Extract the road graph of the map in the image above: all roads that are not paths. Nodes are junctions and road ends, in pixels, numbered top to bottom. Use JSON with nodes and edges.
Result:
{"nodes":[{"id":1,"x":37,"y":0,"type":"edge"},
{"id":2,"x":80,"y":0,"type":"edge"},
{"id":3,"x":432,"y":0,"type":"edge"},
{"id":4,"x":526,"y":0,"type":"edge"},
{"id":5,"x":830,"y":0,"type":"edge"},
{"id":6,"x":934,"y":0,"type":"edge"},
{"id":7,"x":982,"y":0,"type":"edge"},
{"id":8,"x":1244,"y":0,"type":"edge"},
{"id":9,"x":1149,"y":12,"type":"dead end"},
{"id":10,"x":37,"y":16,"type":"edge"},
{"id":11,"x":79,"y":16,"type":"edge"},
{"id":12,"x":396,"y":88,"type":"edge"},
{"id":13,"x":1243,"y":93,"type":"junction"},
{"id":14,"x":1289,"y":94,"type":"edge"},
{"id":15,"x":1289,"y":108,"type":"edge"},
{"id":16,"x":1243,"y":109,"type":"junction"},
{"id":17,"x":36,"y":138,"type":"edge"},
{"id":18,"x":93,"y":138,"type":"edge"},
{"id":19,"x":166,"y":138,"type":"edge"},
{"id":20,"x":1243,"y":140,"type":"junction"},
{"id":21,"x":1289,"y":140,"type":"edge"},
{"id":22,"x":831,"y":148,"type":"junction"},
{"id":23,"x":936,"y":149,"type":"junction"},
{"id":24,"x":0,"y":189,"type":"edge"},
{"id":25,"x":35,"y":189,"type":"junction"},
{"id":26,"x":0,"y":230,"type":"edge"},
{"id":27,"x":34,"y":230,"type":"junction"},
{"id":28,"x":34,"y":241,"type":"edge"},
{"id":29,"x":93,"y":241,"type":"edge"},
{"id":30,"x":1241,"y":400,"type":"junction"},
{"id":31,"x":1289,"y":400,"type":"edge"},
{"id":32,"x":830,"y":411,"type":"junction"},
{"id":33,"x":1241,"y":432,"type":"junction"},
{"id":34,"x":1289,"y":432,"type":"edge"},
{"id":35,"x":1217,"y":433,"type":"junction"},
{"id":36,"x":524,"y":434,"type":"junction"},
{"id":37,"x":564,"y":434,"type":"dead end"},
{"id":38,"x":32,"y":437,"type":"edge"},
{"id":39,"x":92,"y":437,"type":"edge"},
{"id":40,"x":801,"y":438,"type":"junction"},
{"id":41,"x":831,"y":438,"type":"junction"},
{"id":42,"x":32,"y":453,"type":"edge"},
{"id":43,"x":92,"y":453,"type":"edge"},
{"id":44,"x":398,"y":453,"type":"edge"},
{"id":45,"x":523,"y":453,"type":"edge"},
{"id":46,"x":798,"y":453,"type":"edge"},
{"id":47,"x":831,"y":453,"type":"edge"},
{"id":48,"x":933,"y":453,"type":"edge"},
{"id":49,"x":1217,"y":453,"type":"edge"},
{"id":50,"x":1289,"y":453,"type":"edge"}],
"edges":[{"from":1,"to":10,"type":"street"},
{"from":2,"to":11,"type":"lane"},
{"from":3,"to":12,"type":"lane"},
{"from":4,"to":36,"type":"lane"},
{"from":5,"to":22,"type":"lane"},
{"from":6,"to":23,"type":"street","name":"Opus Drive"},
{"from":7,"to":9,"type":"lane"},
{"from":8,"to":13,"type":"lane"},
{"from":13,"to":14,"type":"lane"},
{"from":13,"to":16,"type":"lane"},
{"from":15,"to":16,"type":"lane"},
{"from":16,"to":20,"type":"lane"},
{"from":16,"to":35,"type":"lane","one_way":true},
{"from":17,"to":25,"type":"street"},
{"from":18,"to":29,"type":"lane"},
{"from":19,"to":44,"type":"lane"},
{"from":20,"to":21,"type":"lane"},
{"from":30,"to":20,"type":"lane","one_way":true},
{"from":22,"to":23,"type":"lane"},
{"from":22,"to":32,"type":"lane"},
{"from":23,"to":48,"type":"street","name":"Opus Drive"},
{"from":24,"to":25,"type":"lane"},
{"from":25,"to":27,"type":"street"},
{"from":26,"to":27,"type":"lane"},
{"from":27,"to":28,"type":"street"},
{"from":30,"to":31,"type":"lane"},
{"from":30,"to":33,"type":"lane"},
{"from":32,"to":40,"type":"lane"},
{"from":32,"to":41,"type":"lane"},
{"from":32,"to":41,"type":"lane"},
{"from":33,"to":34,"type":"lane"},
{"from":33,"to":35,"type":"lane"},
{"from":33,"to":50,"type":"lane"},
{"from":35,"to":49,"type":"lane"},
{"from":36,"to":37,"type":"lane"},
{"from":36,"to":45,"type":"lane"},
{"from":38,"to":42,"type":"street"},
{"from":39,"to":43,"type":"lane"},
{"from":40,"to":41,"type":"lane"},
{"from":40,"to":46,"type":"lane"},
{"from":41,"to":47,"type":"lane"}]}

= = = = = = =

**EXERCISE**
Using the material above, print every entry exactly as written.

**ANSWER SPACE**
Extract the road graph of the map in the image above: all roads that are not paths. Nodes are junctions and road ends, in pixels, numbered top to bottom. Use JSON with nodes and edges.
Result:
{"nodes":[{"id":1,"x":37,"y":0,"type":"edge"},
{"id":2,"x":80,"y":0,"type":"edge"},
{"id":3,"x":432,"y":0,"type":"edge"},
{"id":4,"x":526,"y":0,"type":"edge"},
{"id":5,"x":830,"y":0,"type":"edge"},
{"id":6,"x":934,"y":0,"type":"edge"},
{"id":7,"x":982,"y":0,"type":"edge"},
{"id":8,"x":1244,"y":0,"type":"edge"},
{"id":9,"x":1149,"y":12,"type":"dead end"},
{"id":10,"x":37,"y":16,"type":"edge"},
{"id":11,"x":79,"y":16,"type":"edge"},
{"id":12,"x":396,"y":88,"type":"edge"},
{"id":13,"x":1243,"y":93,"type":"junction"},
{"id":14,"x":1289,"y":94,"type":"edge"},
{"id":15,"x":1289,"y":108,"type":"edge"},
{"id":16,"x":1243,"y":109,"type":"junction"},
{"id":17,"x":36,"y":138,"type":"edge"},
{"id":18,"x":93,"y":138,"type":"edge"},
{"id":19,"x":166,"y":138,"type":"edge"},
{"id":20,"x":1243,"y":140,"type":"junction"},
{"id":21,"x":1289,"y":140,"type":"edge"},
{"id":22,"x":831,"y":148,"type":"junction"},
{"id":23,"x":936,"y":149,"type":"junction"},
{"id":24,"x":0,"y":189,"type":"edge"},
{"id":25,"x":35,"y":189,"type":"junction"},
{"id":26,"x":0,"y":230,"type":"edge"},
{"id":27,"x":34,"y":230,"type":"junction"},
{"id":28,"x":34,"y":241,"type":"edge"},
{"id":29,"x":93,"y":241,"type":"edge"},
{"id":30,"x":1241,"y":400,"type":"junction"},
{"id":31,"x":1289,"y":400,"type":"edge"},
{"id":32,"x":830,"y":411,"type":"junction"},
{"id":33,"x":1241,"y":432,"type":"junction"},
{"id":34,"x":1289,"y":432,"type":"edge"},
{"id":35,"x":1217,"y":433,"type":"junction"},
{"id":36,"x":524,"y":434,"type":"junction"},
{"id":37,"x":564,"y":434,"type":"dead end"},
{"id":38,"x":32,"y":437,"type":"edge"},
{"id":39,"x":92,"y":437,"type":"edge"},
{"id":40,"x":801,"y":438,"type":"junction"},
{"id":41,"x":831,"y":438,"type":"junction"},
{"id":42,"x":32,"y":453,"type":"edge"},
{"id":43,"x":92,"y":453,"type":"edge"},
{"id":44,"x":398,"y":453,"type":"edge"},
{"id":45,"x":523,"y":453,"type":"edge"},
{"id":46,"x":798,"y":453,"type":"edge"},
{"id":47,"x":831,"y":453,"type":"edge"},
{"id":48,"x":933,"y":453,"type":"edge"},
{"id":49,"x":1217,"y":453,"type":"edge"},
{"id":50,"x":1289,"y":453,"type":"edge"}],
"edges":[{"from":1,"to":10,"type":"street"},
{"from":2,"to":11,"type":"lane"},
{"from":3,"to":12,"type":"lane"},
{"from":4,"to":36,"type":"lane"},
{"from":5,"to":22,"type":"lane"},
{"from":6,"to":23,"type":"street","name":"Opus Drive"},
{"from":7,"to":9,"type":"lane"},
{"from":8,"to":13,"type":"lane"},
{"from":13,"to":14,"type":"lane"},
{"from":13,"to":16,"type":"lane"},
{"from":15,"to":16,"type":"lane"},
{"from":16,"to":20,"type":"lane"},
{"from":16,"to":35,"type":"lane","one_way":true},
{"from":17,"to":25,"type":"street"},
{"from":18,"to":29,"type":"lane"},
{"from":19,"to":44,"type":"lane"},
{"from":20,"to":21,"type":"lane"},
{"from":30,"to":20,"type":"lane","one_way":true},
{"from":22,"to":23,"type":"lane"},
{"from":22,"to":32,"type":"lane"},
{"from":23,"to":48,"type":"street","name":"Opus Drive"},
{"from":24,"to":25,"type":"lane"},
{"from":25,"to":27,"type":"street"},
{"from":26,"to":27,"type":"lane"},
{"from":27,"to":28,"type":"street"},
{"from":30,"to":31,"type":"lane"},
{"from":30,"to":33,"type":"lane"},
{"from":32,"to":40,"type":"lane"},
{"from":32,"to":41,"type":"lane"},
{"from":32,"to":41,"type":"lane"},
{"from":33,"to":34,"type":"lane"},
{"from":33,"to":35,"type":"lane"},
{"from":33,"to":50,"type":"lane"},
{"from":35,"to":49,"type":"lane"},
{"from":36,"to":37,"type":"lane"},
{"from":36,"to":45,"type":"lane"},
{"from":38,"to":42,"type":"street"},
{"from":39,"to":43,"type":"lane"},
{"from":40,"to":41,"type":"lane"},
{"from":40,"to":46,"type":"lane"},
{"from":41,"to":47,"type":"lane"}]}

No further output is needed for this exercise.